Beware of Lake Livingston Realtors the last one we used only showed us homes listed by their firm, and they were all sketchy for the asking price of around $225,000. It made us decide to wait and look at another date -don't mind the price just the condition the houses were in.


----------



## DJ77360 (Jun 10, 2012)

sea hunt 202 said:


> Beware of Lake Livingston Realtors the last one we used only showed us homes listed by their firm, and they were all sketchy for the asking price of around $225,000. It made us decide to wait and look at another date -don't mind the price just the condition the houses were in.


I do thank you for the heads up concerning realtors and I do know how some less desirable reators are from past experiences. Im working with a man now that i think is trustworthy as a lot of people know him and ive not heard any negatives.
Did you find a place to buy when you were looking?


----------



## pickle-fork (Apr 22, 2013)

I too had bad Experience with realtors on Lake livingston. They showed us junk houses at over inflated prices that all needed repairs.

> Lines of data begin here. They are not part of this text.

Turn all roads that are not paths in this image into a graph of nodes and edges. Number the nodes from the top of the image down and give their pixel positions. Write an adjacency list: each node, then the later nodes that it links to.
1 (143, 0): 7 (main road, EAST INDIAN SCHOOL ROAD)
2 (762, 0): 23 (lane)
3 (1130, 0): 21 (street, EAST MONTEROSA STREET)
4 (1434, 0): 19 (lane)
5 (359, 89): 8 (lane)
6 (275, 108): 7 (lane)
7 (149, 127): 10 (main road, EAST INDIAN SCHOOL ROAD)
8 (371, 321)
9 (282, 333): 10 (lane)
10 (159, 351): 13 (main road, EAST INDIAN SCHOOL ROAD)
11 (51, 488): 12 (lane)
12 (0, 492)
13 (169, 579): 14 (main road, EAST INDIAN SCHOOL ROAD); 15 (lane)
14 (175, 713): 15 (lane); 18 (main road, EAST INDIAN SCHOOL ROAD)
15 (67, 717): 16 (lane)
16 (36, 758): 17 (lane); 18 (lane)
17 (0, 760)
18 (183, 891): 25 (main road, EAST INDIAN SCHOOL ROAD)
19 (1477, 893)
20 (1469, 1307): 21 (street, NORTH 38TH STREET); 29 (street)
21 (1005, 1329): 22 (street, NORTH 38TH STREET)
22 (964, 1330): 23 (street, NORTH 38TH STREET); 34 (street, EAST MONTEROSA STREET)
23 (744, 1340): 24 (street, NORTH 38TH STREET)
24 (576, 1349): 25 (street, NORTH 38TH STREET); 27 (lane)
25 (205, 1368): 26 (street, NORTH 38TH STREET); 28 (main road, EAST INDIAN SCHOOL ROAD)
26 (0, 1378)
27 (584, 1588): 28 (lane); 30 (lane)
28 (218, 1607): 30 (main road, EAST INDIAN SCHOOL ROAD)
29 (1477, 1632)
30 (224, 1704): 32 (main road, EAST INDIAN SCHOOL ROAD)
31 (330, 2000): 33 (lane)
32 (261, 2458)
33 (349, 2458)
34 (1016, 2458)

Some of the houses they showed us where not even liveable and they where asking 300K.

I ended up buying from an individual and got twice the house and it was move in ready at 300K

Buyer Be Ware.


----------



## Pocketfisherman (May 30, 2005)

Snus said:


> If anyone knows of a small house on the lake (boat dock would be a plus) I would be interested in taking alook at it. It doesn't have to be fancy, but in a decent area. I would consider a lease also.
> Let me know with a PM or email [email protected]
> 
> Thanks


Get online with zillow.com, and start browsing the map around the areas and lakes you are interested in. You'll see asking prices and get an ideal for what you can realistically look for. It's free and most of the listings have interior pictures too.


----------



## Scott Harrison (May 16, 2006)

*Lake Conroe*

I have a waterfront lot on Conroe for $47000


----------



## Kickapoo Duke (May 15, 2010)

HAR.com is a better website to search. Zillow and Trulia are often outdated. We get calls all the time from them and when we finally are able to find the listing being asked about, we find out they were sold 6 months to a year earlier.


----------



## pYr8 (Apr 17, 2012)

Yup, let Duke guide ya!


----------



## sea hunt 202 (Nov 24, 2011)

*Livingston*



Snus said:


> I do thank you for the heads up concerning realtors and I do know how some less desirable reators are from past experiences. Im working with a man now that i think is trustworthy as a lot of people know him and ive not heard any negatives.
> Did you find a place to buy when you were looking?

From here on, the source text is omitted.